Getting Paid
Your money, your contract, and what to do when a client or main contractor stalls.
South Africa has no Security of Payment Act. There is no statutory ladder that forces a client to pay you by a fixed date, and no automatic right to adjudication unless your contract gives you one. That means the contract you sign is the single most important thing standing between you and your money. This hub walks you through getting the contract right, charging interest when payment is late, handling retention and deposits, and chasing what you are owed through the Small Claims Court or the Magistrates' Court. Plain English, real South African law, no jargon.
The contract is everything
Unlike the UK or Australia, South Africa has no Security of Payment Act and no statutory right to be paid within a set number of days. Whatever the contract says about payment is what governs the job. If you work on a verbal handshake and the client stops paying, you can still claim, but you have to prove the terms, the price and the work done, which is far harder. Put your payment terms in writing before you start: the price, the deposit, when progress payments fall due, how many days the client has to pay each invoice, and what happens if they do not. A signed quotation or a short building contract is enough. Standard industry contracts such as JBCC and GCC build in their own payment and certification timelines, so if you sign one, read the payment clauses and diarise the dates. A word of warning on the 'pay-when-paid' or 'pay-if-paid' clause: in South Africa these clauses are generally enforceable, so a subcontractor can be left waiting until the main contractor is paid by the employer. If you are a subbie, push back on that wording or negotiate a longstop date.

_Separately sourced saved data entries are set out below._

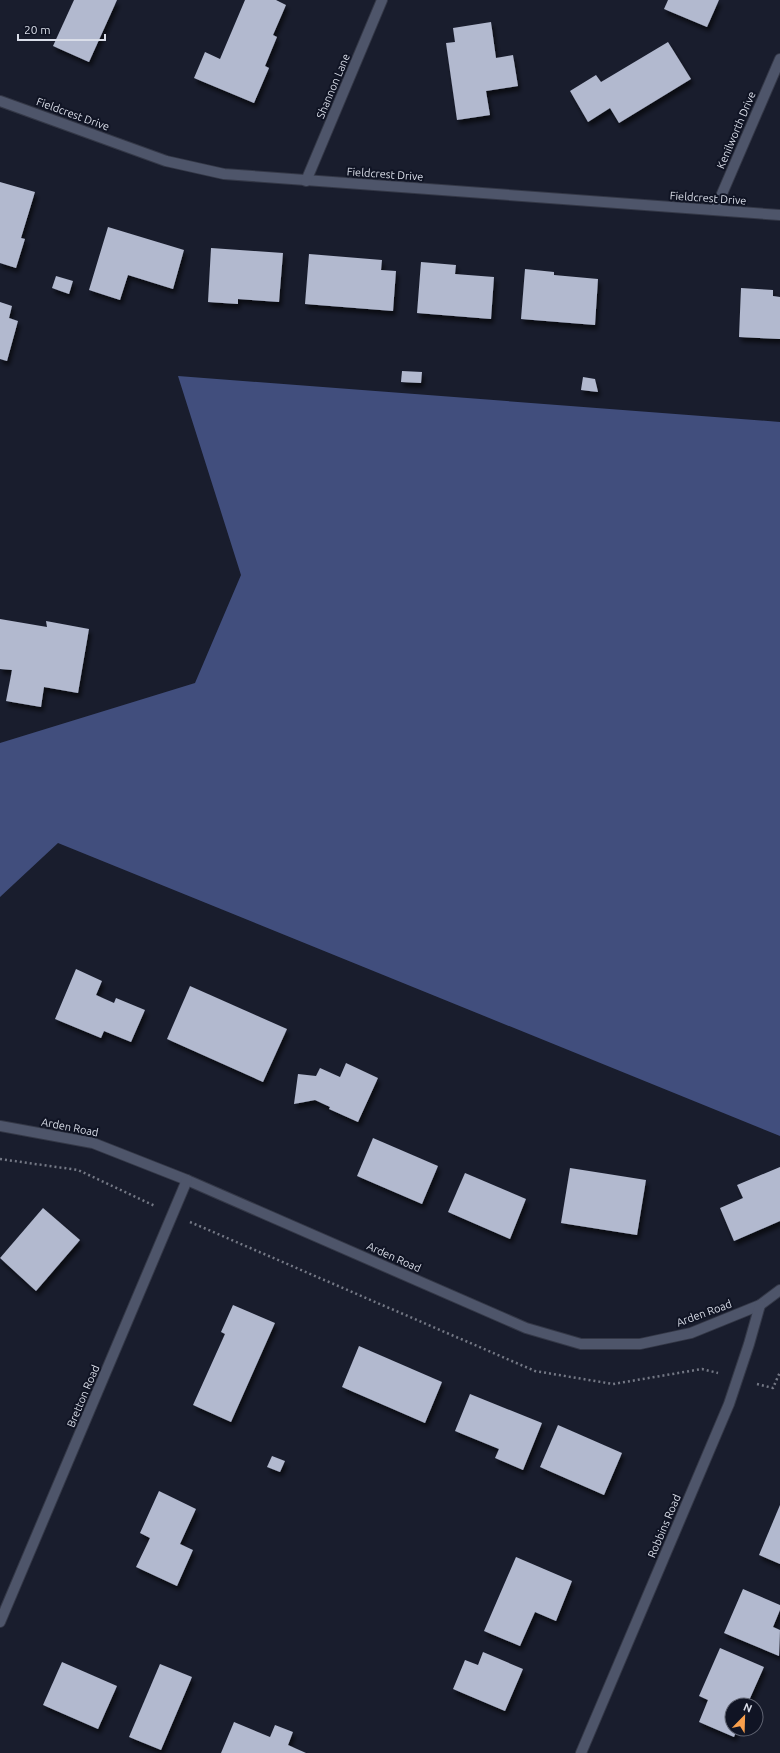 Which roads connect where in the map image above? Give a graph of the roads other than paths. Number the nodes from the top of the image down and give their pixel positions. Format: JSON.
{"nodes":[{"id":1,"x":382,"y":0,"type":"edge"},
{"id":2,"x":780,"y":59,"type":"edge"},
{"id":3,"x":0,"y":101,"type":"edge"},
{"id":4,"x":306,"y":180,"type":"junction"},
{"id":5,"x":715,"y":210,"type":"junction"},
{"id":6,"x":780,"y":215,"type":"edge"},
{"id":7,"x":0,"y":1126,"type":"edge"},
{"id":8,"x":187,"y":1180,"type":"junction"},
{"id":9,"x":780,"y":1290,"type":"edge"},
{"id":10,"x":760,"y":1305,"type":"junction"},
{"id":11,"x":0,"y":1622,"type":"edge"},
{"id":12,"x":581,"y":1753,"type":"edge"}],
"edges":[{"from":1,"to":4,"type":"street","name":"Shannon Lane"},
{"from":2,"to":5,"type":"street","name":"Kenilworth Drive"},
{"from":3,"to":4,"type":"street","name":"Fieldcrest Drive"},
{"from":4,"to":5,"type":"street","name":"Fieldcrest Drive"},
{"from":5,"to":6,"type":"street","name":"Fieldcrest Drive"},
{"from":7,"to":8,"type":"street","name":"Arden Road"},
{"from":8,"to":10,"type":"street","name":"Arden Road"},
{"from":8,"to":11,"type":"street","name":"Bretton Road"},
{"from":9,"to":10,"type":"street","name":"Arden Road"},
{"from":10,"to":12,"type":"street","name":"Robbins Road"}]}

Charging interest on late payment
When a client pays late, you are entitled to interest on the overdue amount. The rate is the prescribed rate of interest set under the Prescribed Rate of Interest Act 55 of 1975. It tracks the Reserve Bank repo rate plus 3.5 percent and is currently 10.50 percent per year. The rate changes when the repo rate moves, so always check the current figure and the date it took effect before you state a number on an invoice or letter of demand. Interest generally runs from the date the debt becomes due (often the date payment was demanded), not from the date you did the work. Spell out in your contract when interest starts and at what rate, and it becomes much easier to enforce. Your contract can also set its own (higher) interest rate by agreement, in which case that agreed rate applies instead of the prescribed rate.

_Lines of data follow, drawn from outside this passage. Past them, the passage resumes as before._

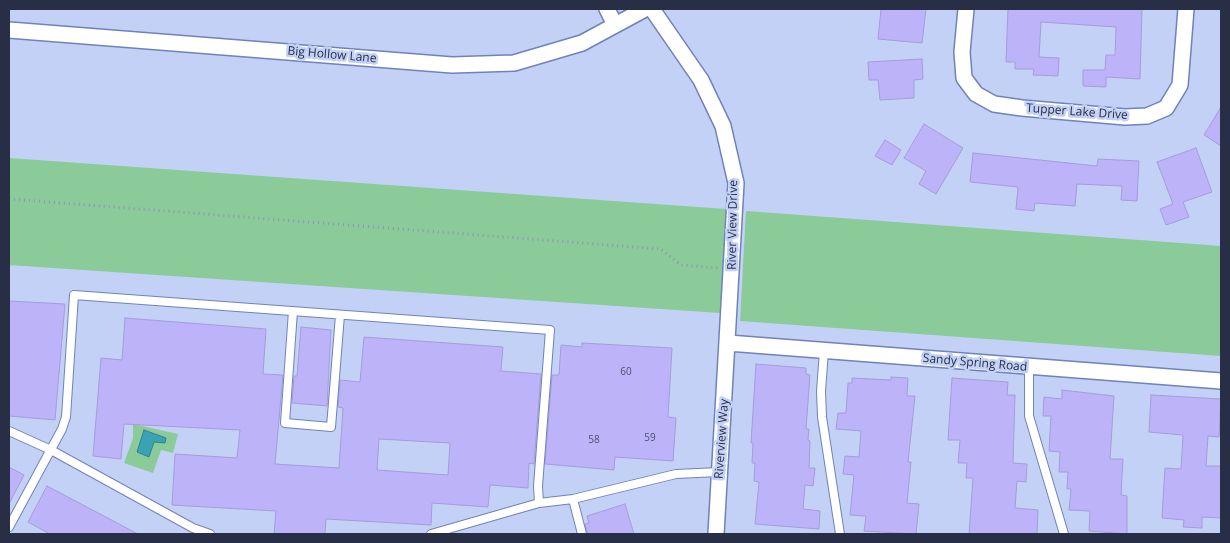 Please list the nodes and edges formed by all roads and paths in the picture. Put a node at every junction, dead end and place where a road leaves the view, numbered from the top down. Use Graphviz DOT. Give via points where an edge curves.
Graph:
graph roads {
  1 [pos="607,9"];
  2 [pos="645,9"];
  3 [pos="652,9"];
  4 [pos="966,9"];
  5 [pos="1186,9"];
  6 [pos="614,25"];
  7 [pos="9,30"];
  8 [pos="9,199"];
  9 [pos="733,269"];
  10 [pos="293,311"];
  11 [pos="340,315"];
  12 [pos="728,343"];
  13 [pos="824,351"];
  14 [pos="1029,368"];
  15 [pos="1221,381"];
  16 [pos="9,431"];
  17 [pos="51,450"];
  18 [pos="720,472"];
  19 [pos="573,499"];
  20 [pos="539,503"];
  21 [pos="9,527"];
  22 [pos="192,531"];
  23 [pos="1062,533"];
  24 [pos="210,534"];
  25 [pos="431,534"];
  26 [pos="582,534"];
  27 [pos="716,534"];
  28 [pos="840,534"];
  1 -- 6 [label="street"];
  2 -- 6 [label="street, Big Hollow Lane"];
  3 -- 9 [label="street, River View Drive" via="701,80 723,126 736,183"];
  4 -- 5 [label="street, Tupper Lake Drive" via="962,52 964,78 976,94 994,104 1125,117 1147,116 1166,108 1180,85"];
  6 -- 7 [label="street, Big Hollow Lane" via="582,43 514,63 452,65"];
  8 -- 9 [label="path" via="661,249 681,265"];
  9 -- 12 [label="street, River View Drive"];
  10 -- 11 [label="lane"];
  10 -- 11 [label="lane" via="285,423 331,427"];
  10 -- 17 [label="lane" via="74,294 66,417"];
  11 -- 20 [label="lane" via="550,330"];
  12 -- 13 [label="street, Sandy Spring Road"];
  12 -- 18 [label="street, Riverview Way"];
  13 -- 14 [label="street, Sandy Spring Road"];
  13 -- 28 [label="lane" via="822,418"];
  14 -- 15 [label="street, Sandy Spring Road"];
  14 -- 23 [label="lane" via="1029,416"];
  16 -- 17 [label="lane"];
  17 -- 21 [label="lane"];
  17 -- 22 [label="lane"];
  18 -- 19 [label="lane" via="676,474"];
  18 -- 27 [label="street, Riverview Way"];
  19 -- 20 [label="lane"];
  19 -- 26 [label="lane"];
  20 -- 25 [label="lane"];
  22 -- 24 [label="lane"];
}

Deposits and progress payments
Asking for a deposit before you buy materials or mobilise is normal and sensible, especially on larger jobs. There is no law capping a deposit, but keep it reasonable and tie it to a clear stage of work so the client understands what they are paying for. On longer jobs, bill in stages rather than waiting until the end: agree a payment schedule up front (for example, deposit on signing, a payment when the slab is down, another at lock-up stage, and the balance on handover). Staged payments protect your cash flow and stop one disputed final invoice from swallowing the whole job's profit. Issue a proper tax invoice for each payment so your records and your VAT position stay clean.

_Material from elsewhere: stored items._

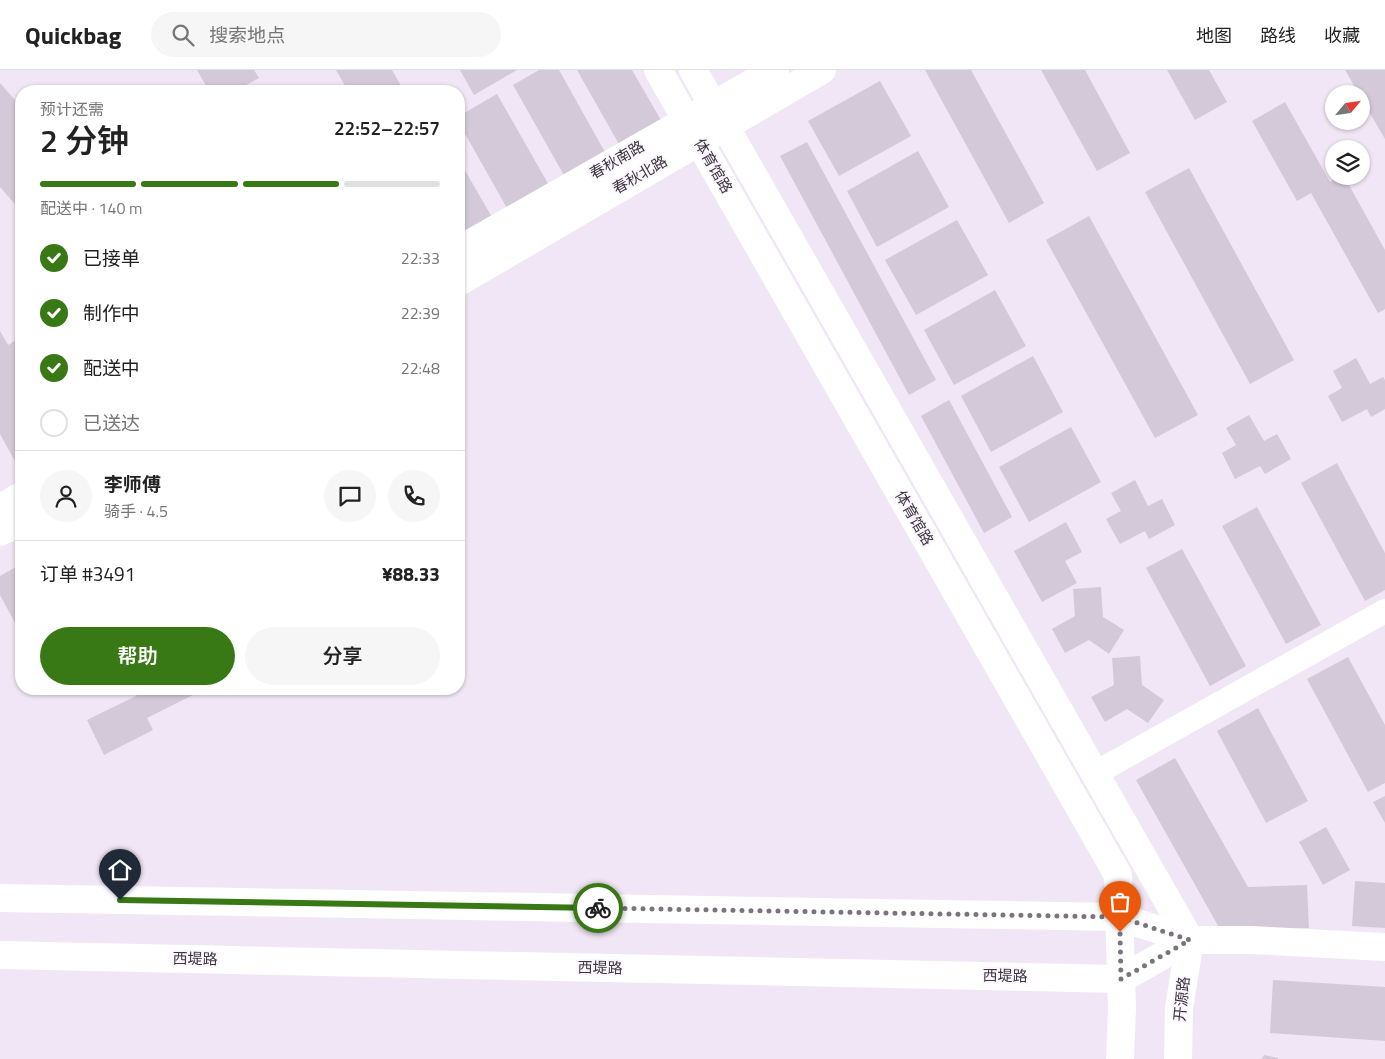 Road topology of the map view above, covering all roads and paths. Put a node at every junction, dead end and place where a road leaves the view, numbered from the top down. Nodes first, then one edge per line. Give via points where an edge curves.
1 (658, 70) edge
2 (693, 70) edge
3 (775, 70) edge
4 (822, 70) edge
5 (719, 115) junction
6 (692, 130) junction
7 (465, 247) edge
8 (465, 278) edge
9 (15, 499) edge
10 (0, 508) edge
11 (15, 525) edge
12 (0, 532) edge
13 (1385, 611) edge
14 (1094, 774) junction
15 (0, 898) edge
16 (1119, 917) junction
17 (1190, 940) junction
18 (1385, 947) edge
19 (0, 955) edge
20 (1121, 979) junction
21 (1120, 1059) edge
22 (1178, 1059) edge

1 - 6 street, 体育馆路
2 - 5 street, 体育馆路
3 - 5 street, 春秋南路
4 - 5 street
5 - 6 street, 春秋南路
5 - 14 street, 体育馆路
6 - 7 street, 春秋南路
6 - 8 street, 春秋北路
6 - 16 street, 体育馆路 via 1118,875
9 - 10 street
11 - 12 street
13 - 14 street
14 - 17 street, 体育馆路
15 - 16 street
16 - 17 street
16 - 20 street, 体育馆路
17 - 18 street
17 - 20 street
17 - 22 street, 开源路 via 1179,1008
19 - 20 street, 西堤路
20 - 21 street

Retention: what it is and getting it released
Retention is money the client or main contractor holds back from each payment (commonly five to ten percent) as security that you will come back and fix any defects. It is released in stages, typically half at practical completion and the balance at the end of the defects liability period once any snags are sorted. Retention is a contract matter, not a statutory one, so the amount, the percentage and the release dates all come from what you signed. The two things that catch trades out are: not knowing the defects period has run (so the money sits unclaimed), and not formally asking for release. Diarise your retention release dates and send a written request when each one falls due. Keep the snag list and sign-off records, because that is what proves the defects period is over and the money is owed.
When they still will not pay
If polite reminders fail, send a formal letter of demand. It puts the debt in writing, sets a deadline, states the interest you are claiming, and is the step a court will expect you to have taken. Most disputes settle once a proper demand lands. If it does not work, your route depends on the amount. The Small Claims Court handles claims up to R20,000. It is cheap (around R100 to file), fast, and you do not use a lawyer, but only natural persons can bring a claim, not companies, so a sole proprietor can use it while a Pty Ltd cannot. There is active consultation about raising the limit to R50,000, so check the current ceiling when you file. Above R20,000 you go to the Magistrates' Court: the district court covers claims up to R200,000 and the regional court up to R400,000. Mind the clock as well: most debts prescribe (expire) after three years under the Prescription Act 68 of 1969, so do not let an old invoice drift. Issuing a summons interrupts prescription.